● **WHAT YOU SHOULD DO**: Using the entries that follow, give the number of lines containing the string "bends". Write nothing besides that number.

Segment Start: EXERCISE INPUTS

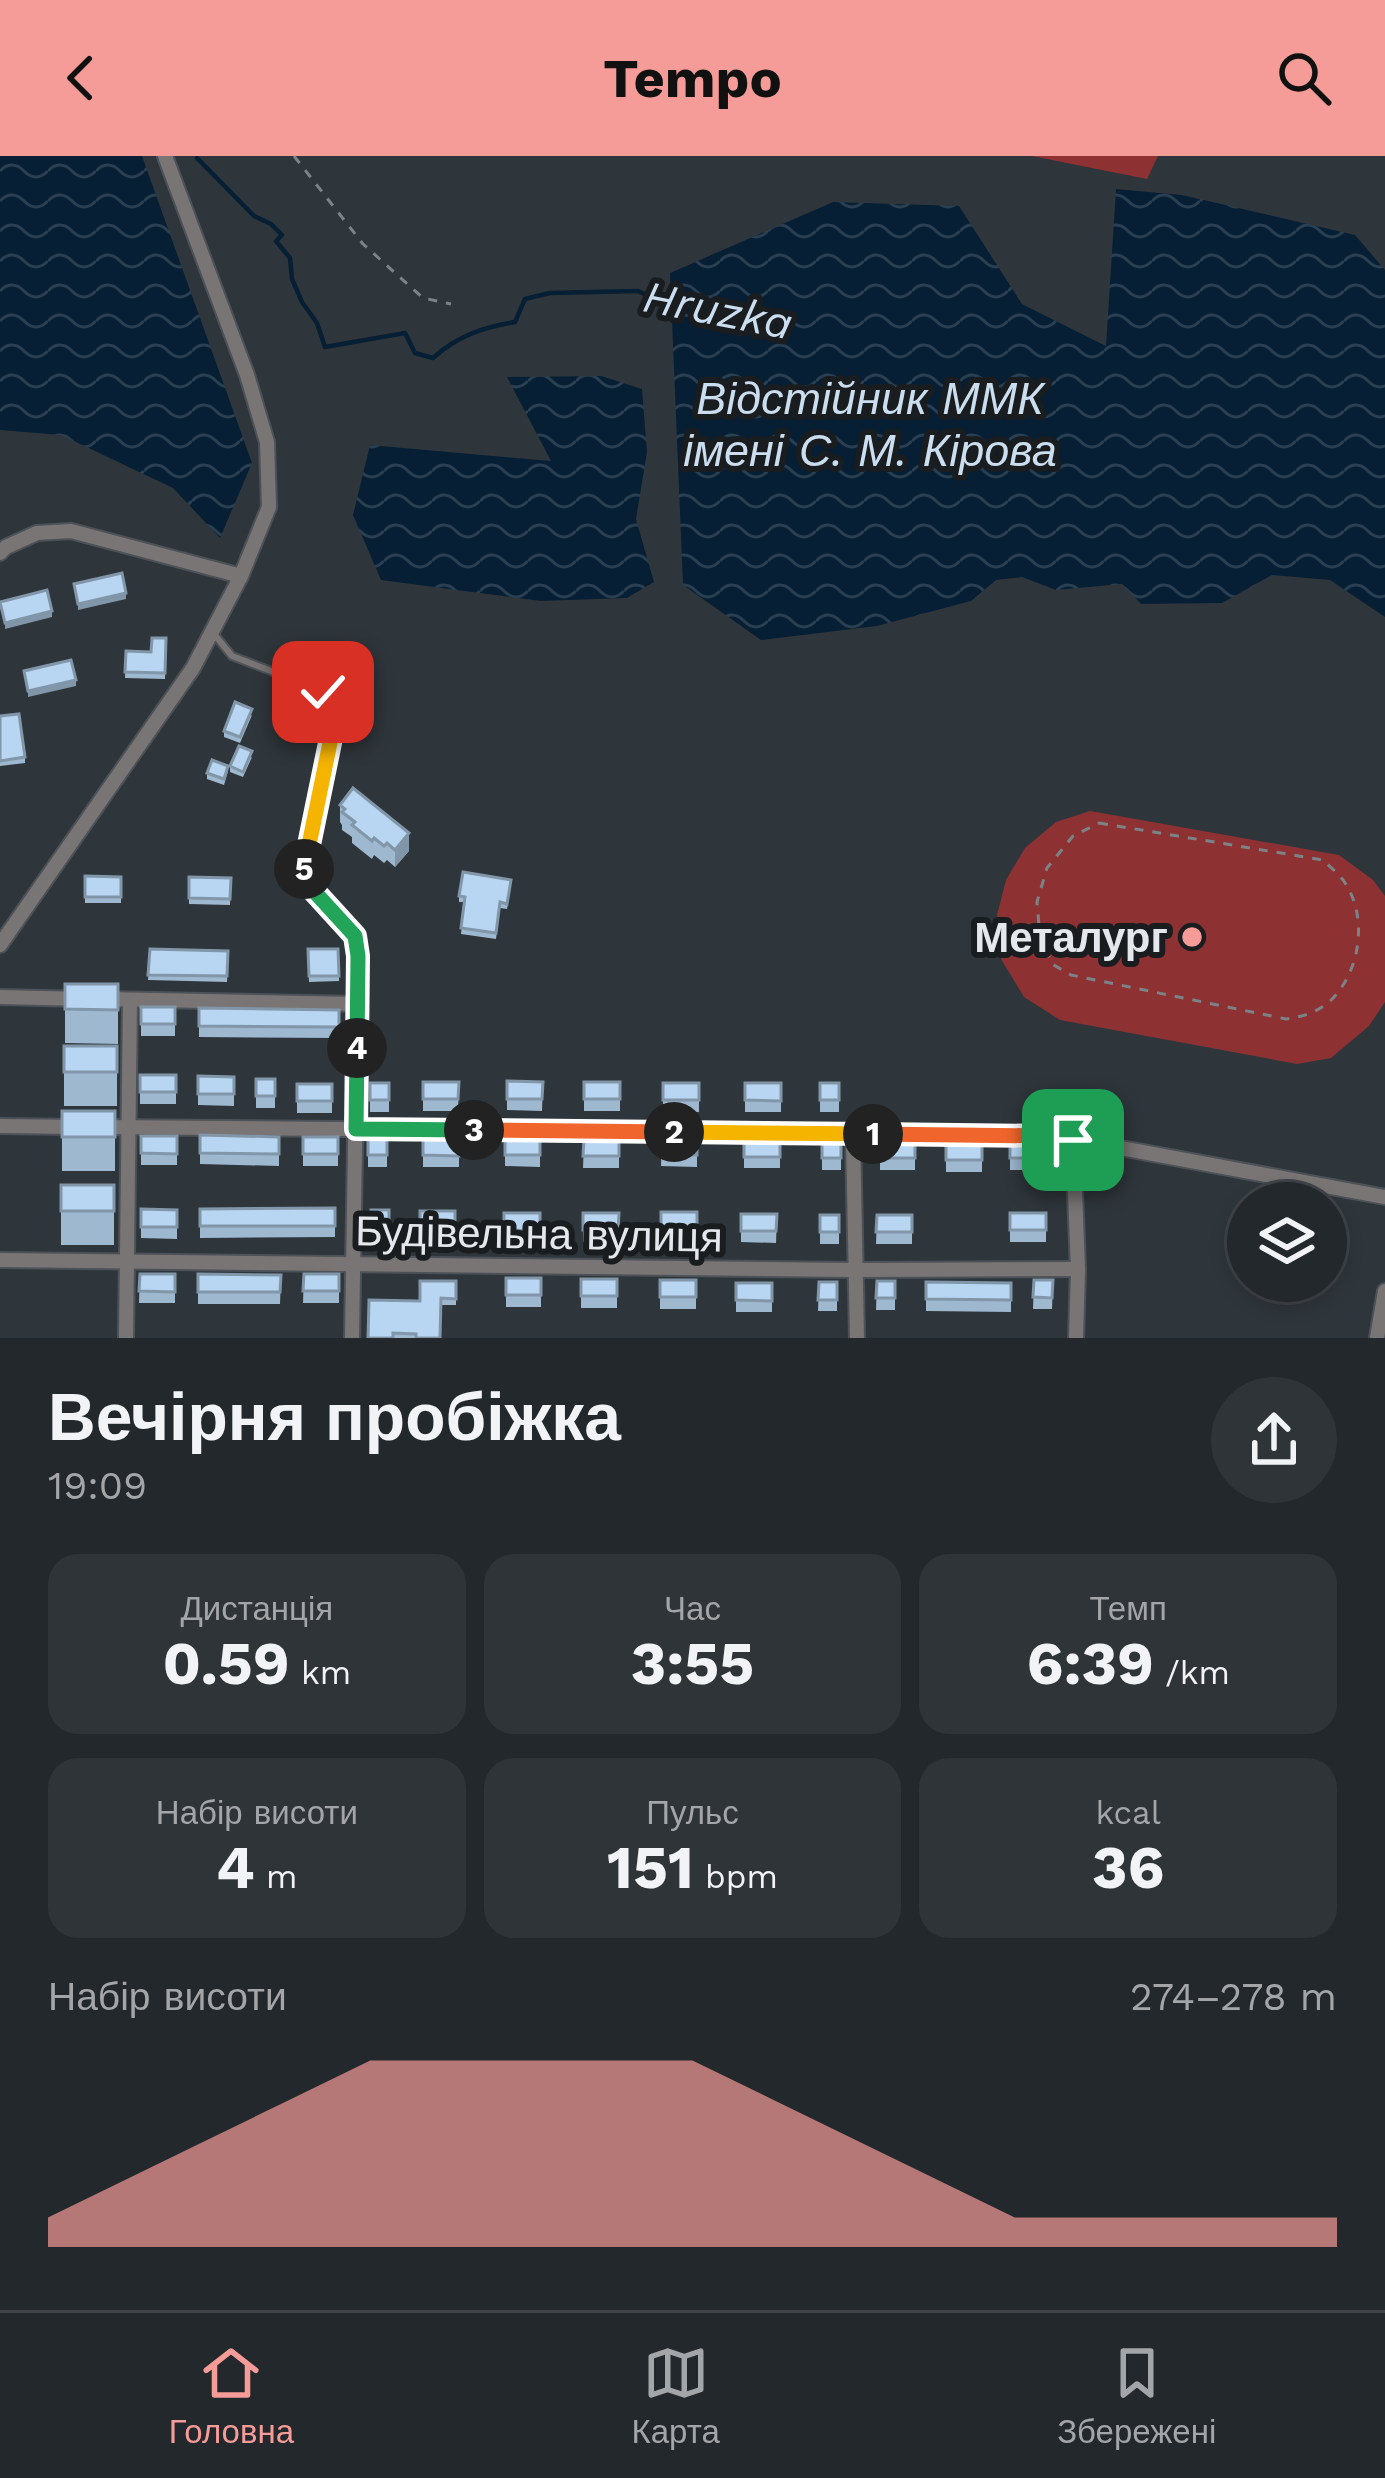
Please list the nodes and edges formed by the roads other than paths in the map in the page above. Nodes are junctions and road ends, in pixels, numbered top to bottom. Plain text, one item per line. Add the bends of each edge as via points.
1 (165, 156) edge
2 (0, 553) edge
3 (241, 576) junction
4 (212, 632) junction
5 (302, 878) joint
6 (0, 945) edge
7 (0, 997) edge
8 (130, 1000) junction
9 (358, 1004) junction
10 (0, 1126) edge
11 (129, 1127) junction
12 (356, 1129) junction
13 (853, 1134) junction
14 (1073, 1140) junction
15 (1385, 1197) edge
16 (0, 1260) edge
17 (128, 1263) junction
18 (353, 1265) junction
19 (1078, 1268) junction
20 (855, 1270) junction
21 (1385, 1291) edge
22 (126, 1338) edge
23 (352, 1338) edge
24 (857, 1338) edge
25 (1076, 1338) edge
26 (1377, 1338) edge

1 - 3 street via 267,442 269,507
2 - 3 street via 37,533 70,531
3 - 4 street
4 - 5 lane via 232,656 338,704
4 - 6 street
5 - 9 street via 355,936
7 - 8 street
8 - 9 street
8 - 11 street
9 - 12 street
10 - 11 street
11 - 12 street
11 - 17 street
12 - 13 street
12 - 18 street
13 - 14 street
13 - 20 street
14 - 15 street
14 - 19 street
16 - 17 street, Будівельна вулиця
17 - 18 street, Будівельна вулиця
17 - 22 street
18 - 20 street, Будівельна вулиця
18 - 23 street
19 - 20 street, Будівельна вулиця
19 - 25 street
20 - 24 street
21 - 26 street

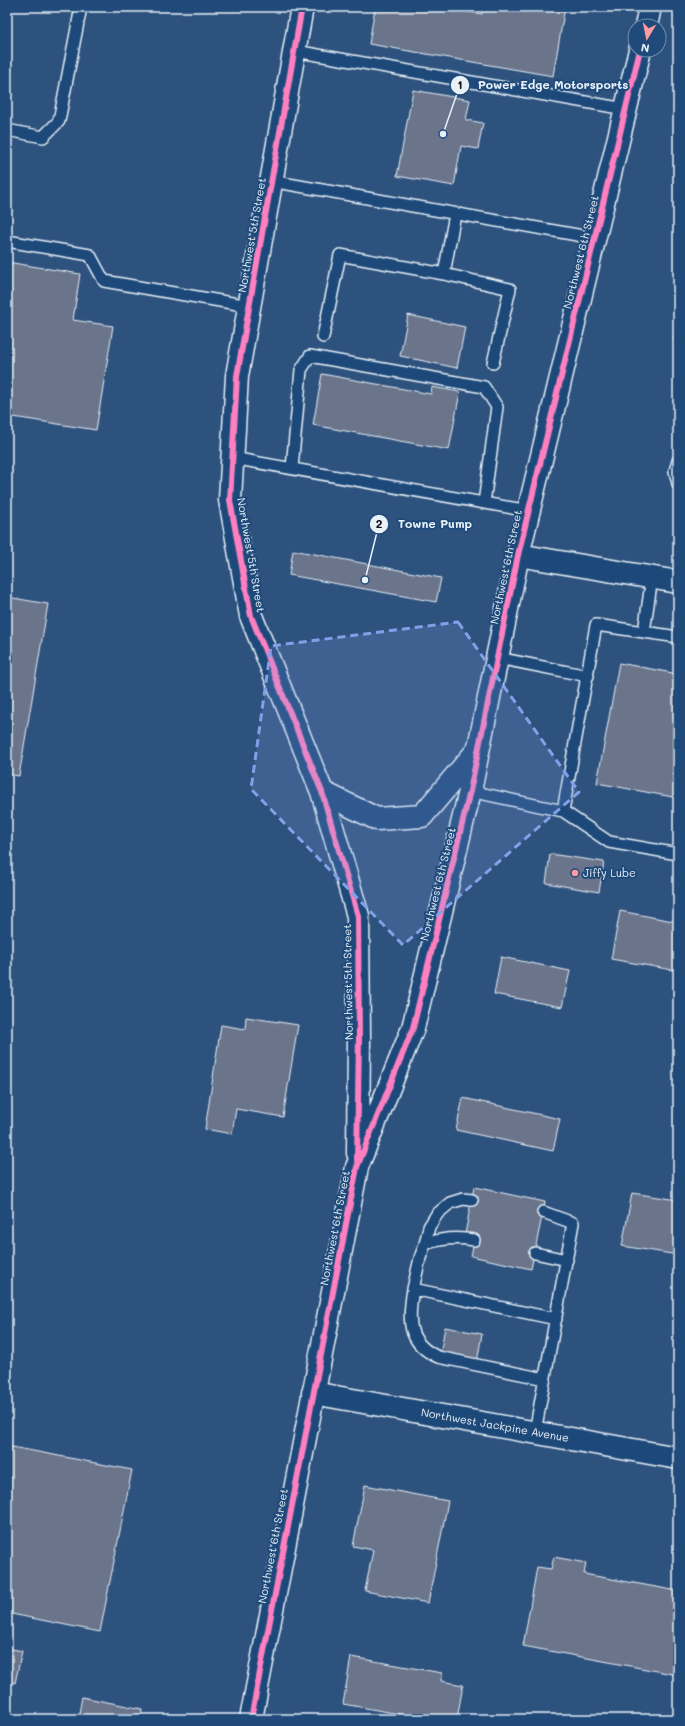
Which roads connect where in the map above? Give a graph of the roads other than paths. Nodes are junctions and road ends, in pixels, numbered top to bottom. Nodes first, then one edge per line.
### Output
1 (81, 7) edge
2 (302, 7) edge
3 (650, 7) edge
4 (648, 18) edge
5 (295, 51) junction
6 (638, 58) edge
7 (626, 109) junction
8 (7, 130) edge
9 (271, 181) junction
10 (455, 214) junction
11 (594, 238) junction
12 (7, 240) edge
13 (444, 274) junction
14 (249, 306) junction
15 (323, 337) dead end
16 (493, 363) dead end
17 (232, 458) junction
18 (678, 461) edge
19 (292, 468) junction
20 (678, 484) edge
21 (484, 503) junction
22 (529, 511) junction
23 (518, 555) junction
24 (652, 577) junction
25 (678, 582) edge
26 (644, 632) junction
27 (678, 637) edge
28 (498, 658) junction
29 (588, 676) junction
30 (479, 749) junction
31 (470, 791) junction
32 (322, 792) junction
33 (563, 811) junction
34 (678, 854) edge
35 (357, 1167) junction
36 (472, 1200) dead end
37 (543, 1212) dead end
38 (474, 1240) dead end
39 (425, 1244) junction
40 (535, 1253) dead end
41 (567, 1260) junction
42 (413, 1289) junction
43 (556, 1319) junction
44 (545, 1379) junction
45 (313, 1393) junction
46 (535, 1432) junction
47 (678, 1458) edge
48 (250, 1719) edge

1 - 8 lane
2 - 5 main road, Northwest 5th Street
3 - 4 main road
5 - 7 lane
5 - 9 main road, Northwest 5th Street
6 - 7 main road, Northwest 6th Street
7 - 11 main road, Northwest 6th Street
9 - 10 lane
9 - 14 main road, Northwest 5th Street
10 - 11 lane
10 - 13 lane
11 - 22 main road, Northwest 6th Street
12 - 14 lane
13 - 15 lane
13 - 16 lane
14 - 17 main road, Northwest 5th Street
17 - 19 lane
17 - 32 main road, Northwest 5th Street
18 - 20 lane
19 - 21 lane
19 - 21 lane
21 - 22 lane
22 - 23 main road, Northwest 6th Street
23 - 24 main road
23 - 28 main road, Northwest 6th Street
24 - 25 main road
24 - 26 lane
26 - 27 lane
26 - 29 lane
28 - 29 lane
28 - 30 main road, Northwest 6th Street
29 - 33 lane
30 - 31 main road, Northwest 6th Street
30 - 32 main road
31 - 33 lane
31 - 35 main road, Northwest 6th Street
32 - 35 main road, Northwest 5th Street
33 - 34 lane
35 - 45 main road, Northwest 6th Street
36 - 39 lane
37 - 41 lane
38 - 39 lane
39 - 42 lane
40 - 41 lane
41 - 43 lane
42 - 43 lane
42 - 44 lane
43 - 44 lane
44 - 46 lane
45 - 46 main road, Northwest Jackpine Avenue
45 - 48 main road, Northwest 6th Street
46 - 47 main road, Northwest Jackpine Avenue

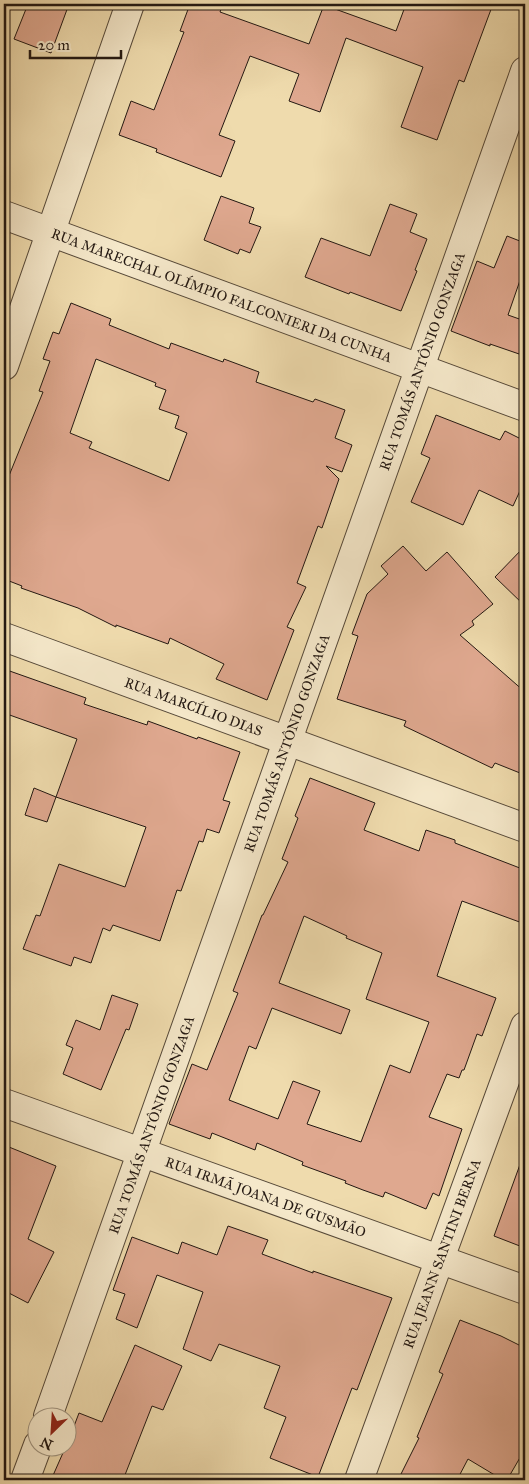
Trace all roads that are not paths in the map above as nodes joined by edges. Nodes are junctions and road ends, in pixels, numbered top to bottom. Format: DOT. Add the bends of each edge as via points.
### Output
graph roads {
  1 [pos="130,4"];
  2 [pos="525,71"];
  3 [pos="4,215"];
  4 [pos="50,232"];
  5 [pos="4,366"];
  6 [pos="420,368"];
  7 [pos="525,407"];
  8 [pos="4,637"];
  9 [pos="288,741"];
  10 [pos="525,828"];
  11 [pos="525,1026"];
  12 [pos="4,1104"];
  13 [pos="142,1153"];
  14 [pos="440,1260"];
  15 [pos="525,1290"];
  16 [pos="52,1406"];
  17 [pos="34,1456"];
  18 [pos="25,1480"];
  19 [pos="359,1480"];
  1 -- 4 [label="street"];
  2 -- 6 [label="street, RUA TOMÁS ANTÔNIO GONZAGA"];
  3 -- 4 [label="street, RUA MARECHAL OLÍMPIO FALCONIERI DA CUNHA"];
  4 -- 5 [label="street"];
  4 -- 6 [label="street, RUA MARECHAL OLÍMPIO FALCONIERI DA CUNHA"];
  6 -- 7 [label="street, RUA MARECHAL OLÍMPIO FALCONIERI DA CUNHA"];
  6 -- 9 [label="street, RUA TOMÁS ANTÔNIO GONZAGA"];
  8 -- 9 [label="street, RUA MARCÍLIO DIAS"];
  9 -- 10 [label="street, RUA MARCÍLIO DIAS"];
  9 -- 13 [label="street, RUA TOMÁS ANTÔNIO GONZAGA"];
  11 -- 14 [label="street, RUA JEANN SANTINI BERNA"];
  12 -- 13 [label="street, RUA IRMÃ JOANA DE GUSMÃO"];
  13 -- 14 [label="street, RUA IRMÃ JOANA DE GUSMÃO"];
  13 -- 16 [label="street, RUA TOMÁS ANTÔNIO GONZAGA"];
  14 -- 15 [label="street, RUA IRMÃ JOANA DE GUSMÃO"];
  14 -- 19 [label="street, RUA JEANN SANTINI BERNA"];
  17 -- 18 [label="street"];
}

Segment End: EXERCISE INPUTS

● **RESPONSE TO THE EXERCISE**: 2